GIVEN ENTRIES START

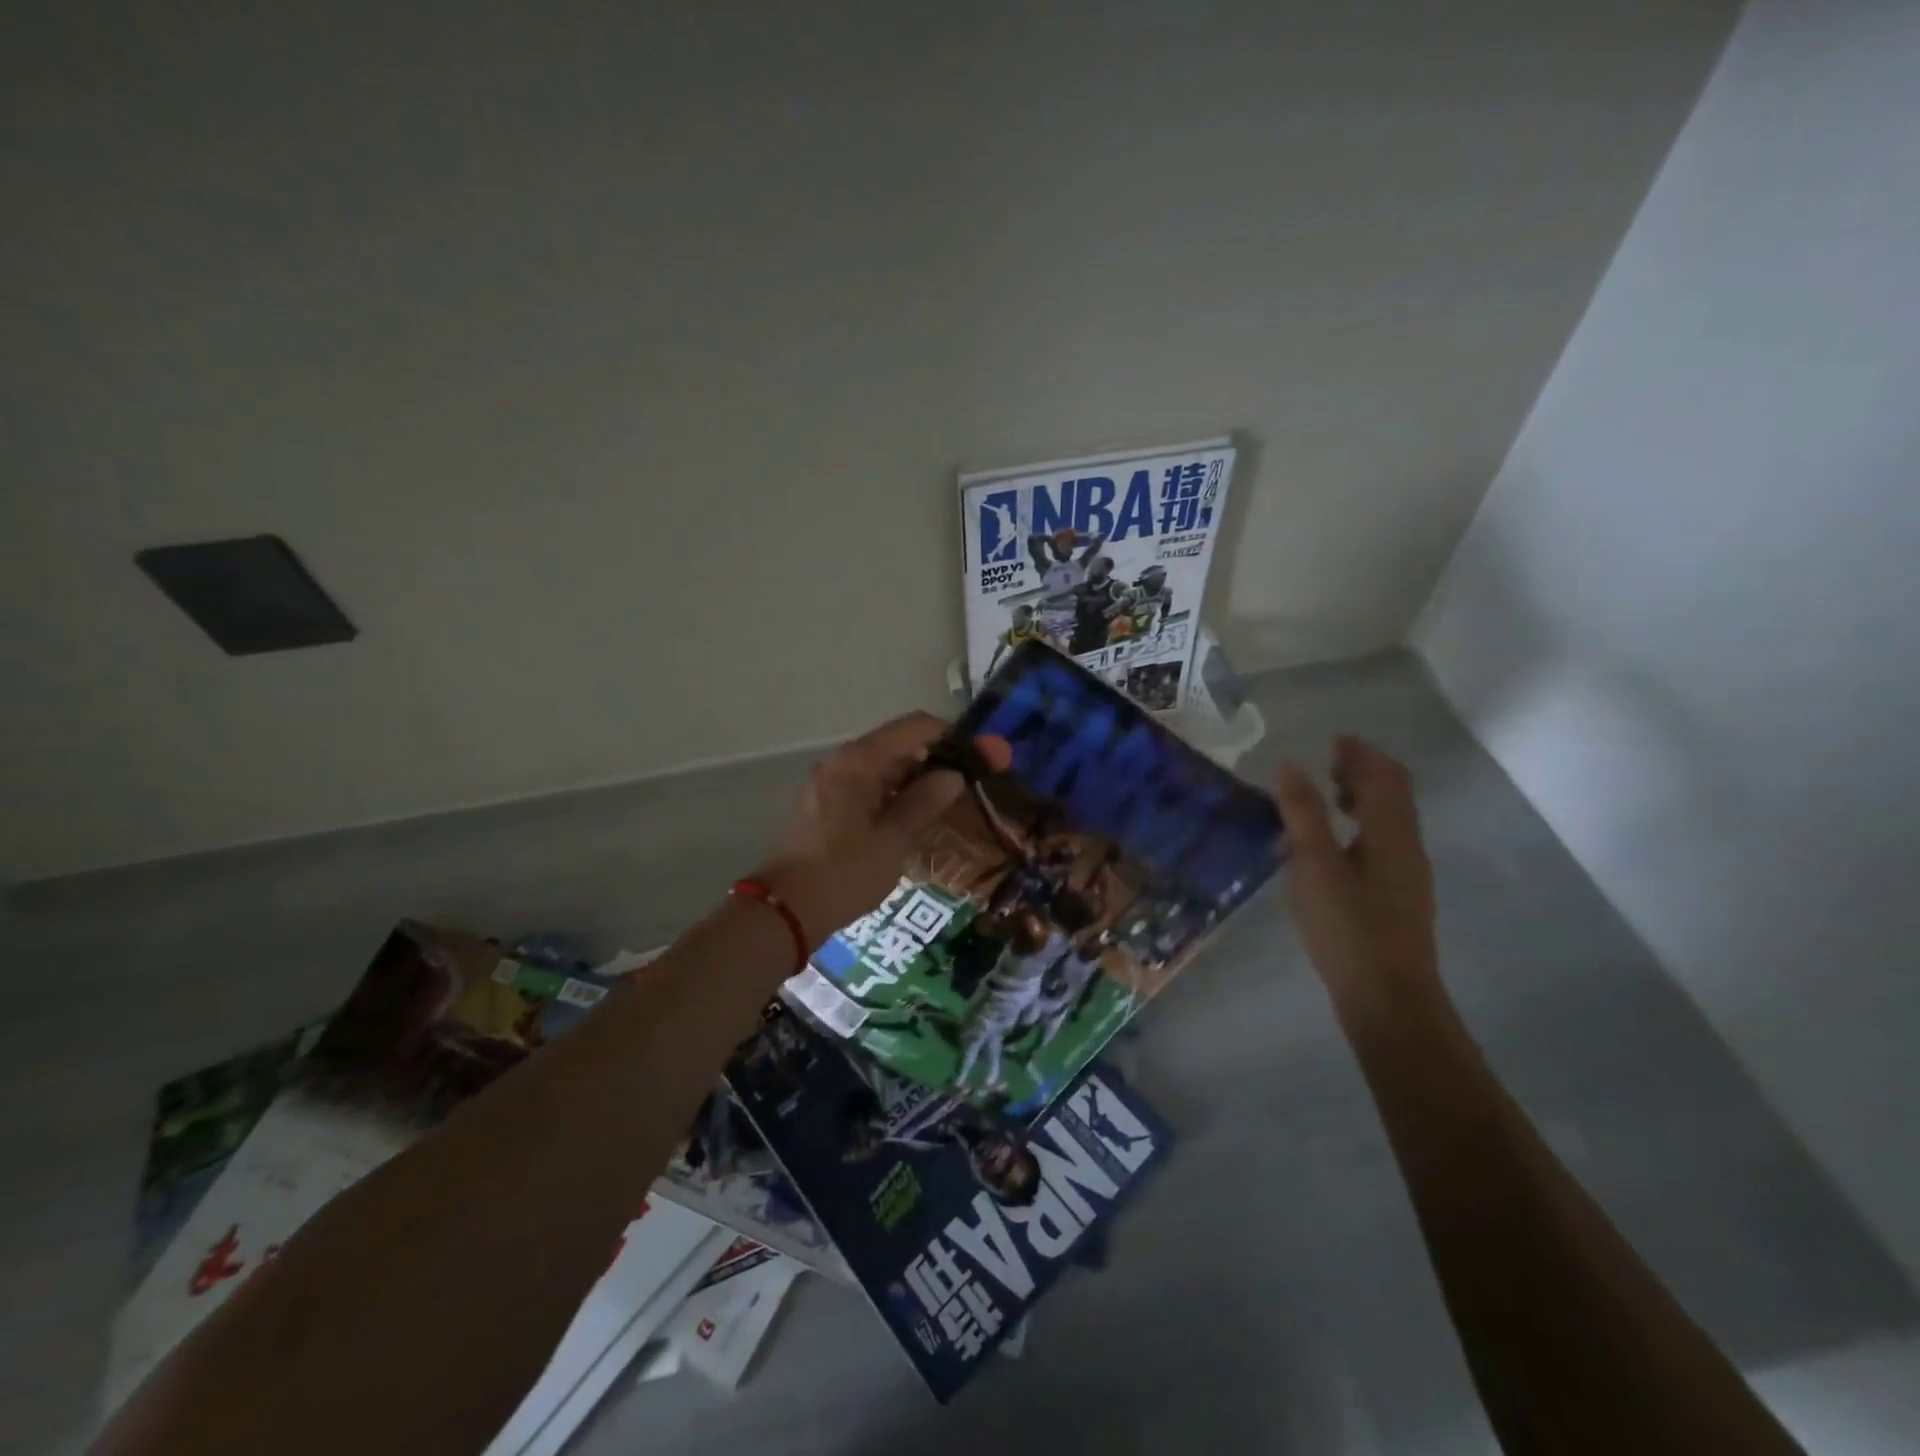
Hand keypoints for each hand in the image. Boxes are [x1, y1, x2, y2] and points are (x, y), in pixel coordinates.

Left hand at [753, 712, 1011, 947]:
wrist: (785, 911)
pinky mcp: (830, 803)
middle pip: (902, 744)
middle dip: (941, 757)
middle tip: (977, 781)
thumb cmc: (843, 874)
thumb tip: (954, 775)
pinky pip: (873, 784)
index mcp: (859, 761)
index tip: (985, 757)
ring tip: (956, 800)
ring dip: (921, 777)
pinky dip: (899, 792)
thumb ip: (925, 802)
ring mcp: (834, 781)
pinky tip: (921, 814)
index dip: (955, 736)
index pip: (916, 727)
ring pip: (888, 766)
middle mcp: (844, 761)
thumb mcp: (893, 840)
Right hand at [1274, 736, 1440, 1014]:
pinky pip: (1385, 842)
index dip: (1361, 754)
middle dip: (1367, 771)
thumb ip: (1303, 814)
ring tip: (1329, 795)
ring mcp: (1408, 874)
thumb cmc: (1348, 927)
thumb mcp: (1315, 866)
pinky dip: (1364, 824)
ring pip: (1392, 820)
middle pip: (1395, 795)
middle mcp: (1407, 847)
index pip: (1384, 777)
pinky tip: (1336, 845)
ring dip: (1366, 798)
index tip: (1335, 740)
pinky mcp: (1399, 897)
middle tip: (1331, 761)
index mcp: (1391, 833)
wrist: (1388, 998)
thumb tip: (1290, 766)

GIVEN ENTRIES END

§ WORK TO BE COMPLETED: An exact copy of the entries, minus the pictures, is what's needed here.

§ REPLY:
Hand keypoints for each hand in the image. Boxes are [x1, y1, x2, y2] and points are (x, y), in pixel coordinates.

Left hand at [753, 712, 1011, 947]:
wrist: (785, 911)
pinky mcp: (830, 803)
middle pip: (902, 744)
middle dip: (941, 757)
middle tip: (977, 781)
thumb cmc: (843, 874)
thumb tip: (954, 775)
pinky pip: (873, 784)
index mcp: (859, 761)
index tip: (985, 757)
ring tip: (956, 800)
ring dip: (921, 777)
pinky dip: (899, 792)
thumb ip: (925, 802)
ring mcp: (834, 781)
pinky tip: (921, 814)
index dip: (955, 736)
index pip: (916, 727)
ring pip: (888, 766)
middle mcp: (844, 761)
thumb mcp: (893, 840)
Right hand at [1274, 736, 1440, 1014]:
pinky pip: (1385, 842)
index dip: (1361, 754)
middle dip: (1367, 771)
thumb ip: (1303, 814)
ring tip: (1329, 795)
ring mcp: (1408, 874)
thumb cmc: (1348, 927)
thumb mcp: (1315, 866)
pinky dip: (1364, 824)
ring pip: (1392, 820)
middle pip: (1395, 795)
middle mcp: (1407, 847)
index pip: (1384, 777)
pinky tip: (1336, 845)
ring dip: (1366, 798)
index tip: (1335, 740)
pinky mcp: (1399, 897)
middle tip: (1331, 761)
index mcp: (1391, 833)
wrist: (1388, 998)
thumb tip: (1290, 766)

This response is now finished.